Angela Merkel, German Chancellor, is finding that her already-precarious government is at risk of falling apart (along with the open-borders Schengen project) over recent issues surrounding the European Migration Crisis. With popular consensus and practical considerations finally catching up to common sense, the possibility of Merkel being forced out of office, considered impossible just 4 years ago, is becoming an increasingly-likely scenario.
She faces two primary threats. At home, the leader of the CDU’s more conservative sister party (the CSU), Horst Seehofer is taking a stand against Merkel’s reckless open-doors policy on immigration. He proposed a plan that would decrease the number of accepted asylum seekers, increase the number of deportations, and authorize police to immediately turn back at the border any asylum seeker that had already registered in another EU country. She agreed to all but the last point, claiming that it would lead to a chain reaction, emboldening populist leaders in the old Warsaw Pact and Italy in closing their borders. Despite her concessions (which, to any rational person, should have been acted on long before now), Angela Merkel is still facing down a colossal threat from the more cosnervative members of her own party, and the rising AfD.

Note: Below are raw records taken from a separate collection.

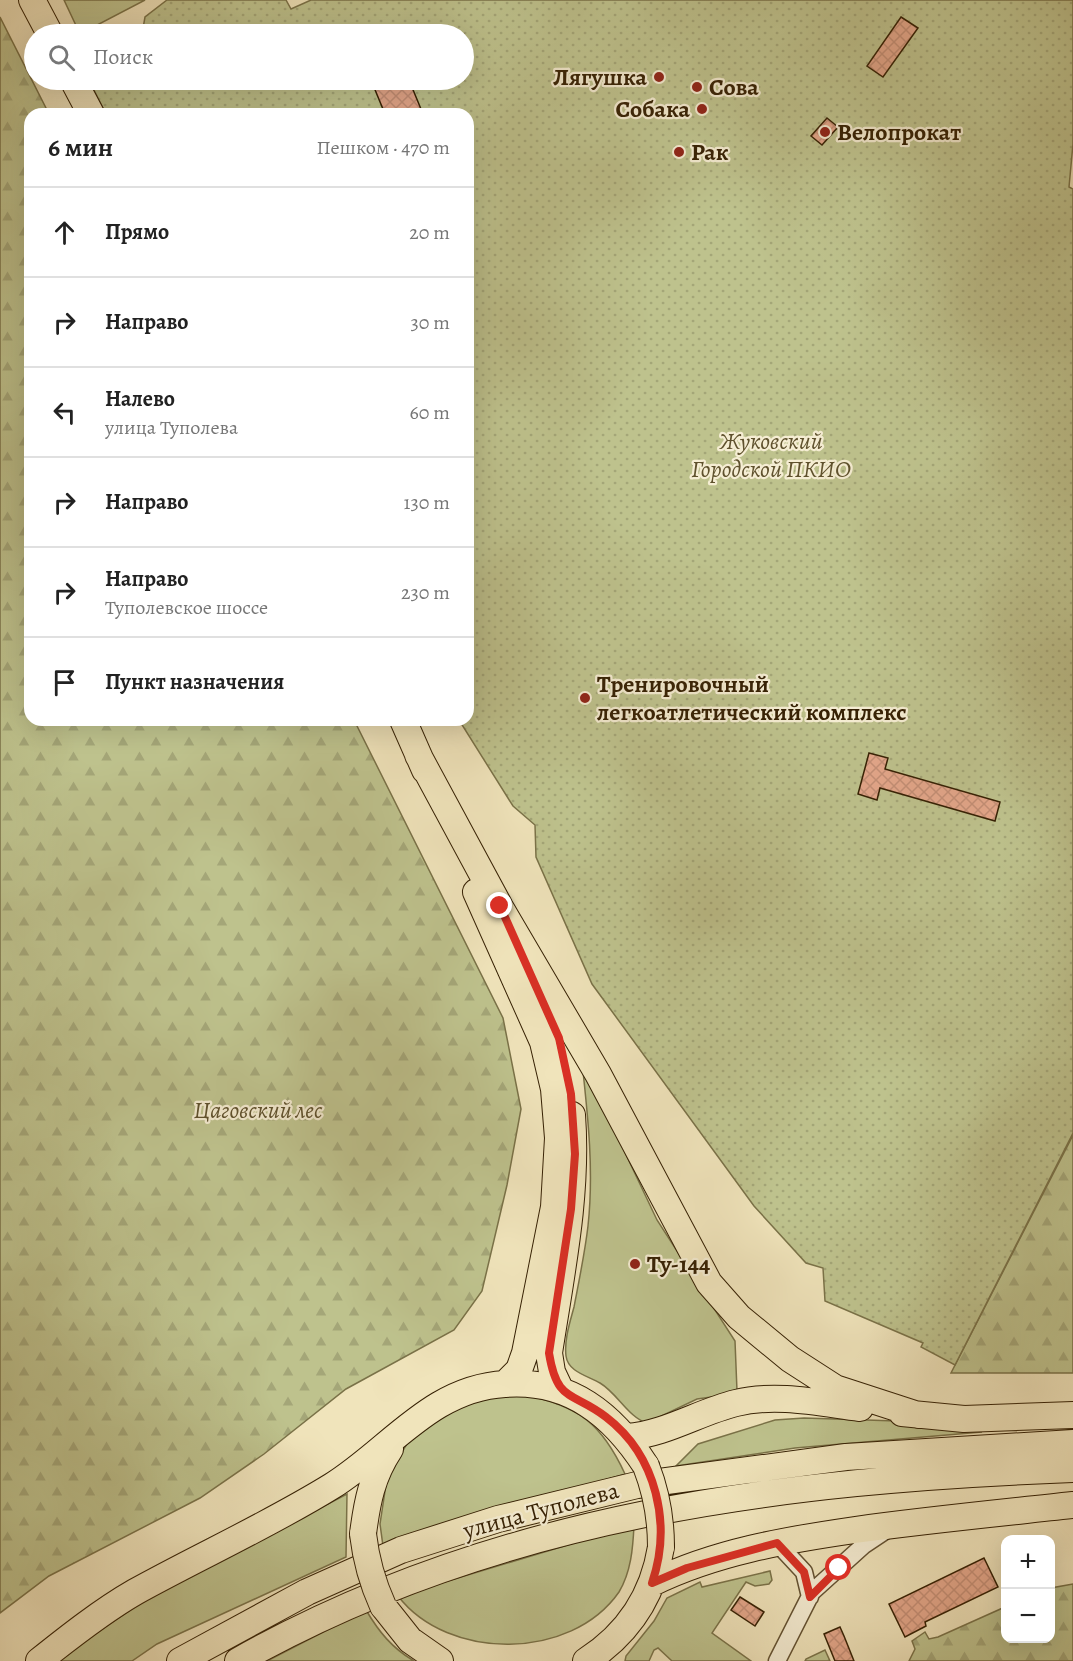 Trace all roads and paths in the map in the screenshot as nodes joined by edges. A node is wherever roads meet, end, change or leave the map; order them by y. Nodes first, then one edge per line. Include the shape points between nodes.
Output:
1 (32, 0) edge
2 (45, 24) edge
3 (78, 90) edge
4 (88, 108) edge
5 (406, 726) edge
6 (418, 755) junction
7 (500, 906) junction
8 (506, 1383) junction
9 (561, 1391) junction
10 (1073, 1415) edge
11 (918, 1416) junction
12 (399, 1436) junction
13 (627, 1437) junction
14 (1073, 1443) edge
15 (1073, 1469) edge
16 (1073, 1505) edge
17 (894, 1525) junction
18 (777, 1543) junction
19 (652, 1583) junction
20 (810, 1597) junction
21 (39, 1661) edge
22 (180, 1661) edge
23 (238, 1661) edge
24 (440, 1661) edge
25 (586, 1661) edge
26 (777, 1661) edge

1 - 2 main road
3 - 4 main road
5 - 6 main road
6 - 7 main road
6 - 8 main road via 543,1042 554,1089 558,1138 554,1207 525,1353 519,1370
7 - 9 main road via 559,1038 571,1094 575,1154 571,1209 549,1353
7 - 11 main road via 598,1074 709,1283 739,1317 790,1359 826,1382 873,1403
8 - 9 main road
8 - 12 main road via 475,1388 447,1399 421,1415
9 - 13 main road via 586,1402
10 - 11 main road via 964,1419
11 - 13 main road via 763,1399 736,1403 646,1435
12 - 21 main road via 331,1487 133,1593
12 - 24 main road, bridge via 379,1465 367,1498 363,1534 368,1567 383,1606 410,1640
13 - 19 main road, bridge via 646,1466 658,1501 661,1547
14 - 22 main road, улица Туполева via 846,1457 637,1485 498,1519 401,1550 308,1592
15 - 23 main road, улица Туполева via 862,1480 762,1493 581,1526 408,1582 326,1615
16 - 17 main road
17 - 18 main road
17 - 20 street via 853,1556
18 - 19 main road via 687,1568
18 - 20 street via 804,1572
19 - 25 main road via 624,1631
20 - 26 street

In the EU, Merkel faces similar criticisms but on a much larger scale. To calm her domestic critics, and other EU member states, she must develop a migration plan that resolves the issues the EU is facing at the moment, with economic migrants from Africa abusing the open-doors policy created for asylum seekers. With rising populist and nationalist attitudes in Italy, Austria, and the Visegrad bloc, this is a Herculean task.
So can she do it? Bearing in mind, many consider Angela Merkel to be the cornerstone of the liberal order of Europe, and her fall from the Chancellorship could easily spell at least trouble for the EU. At most, its absolute collapse.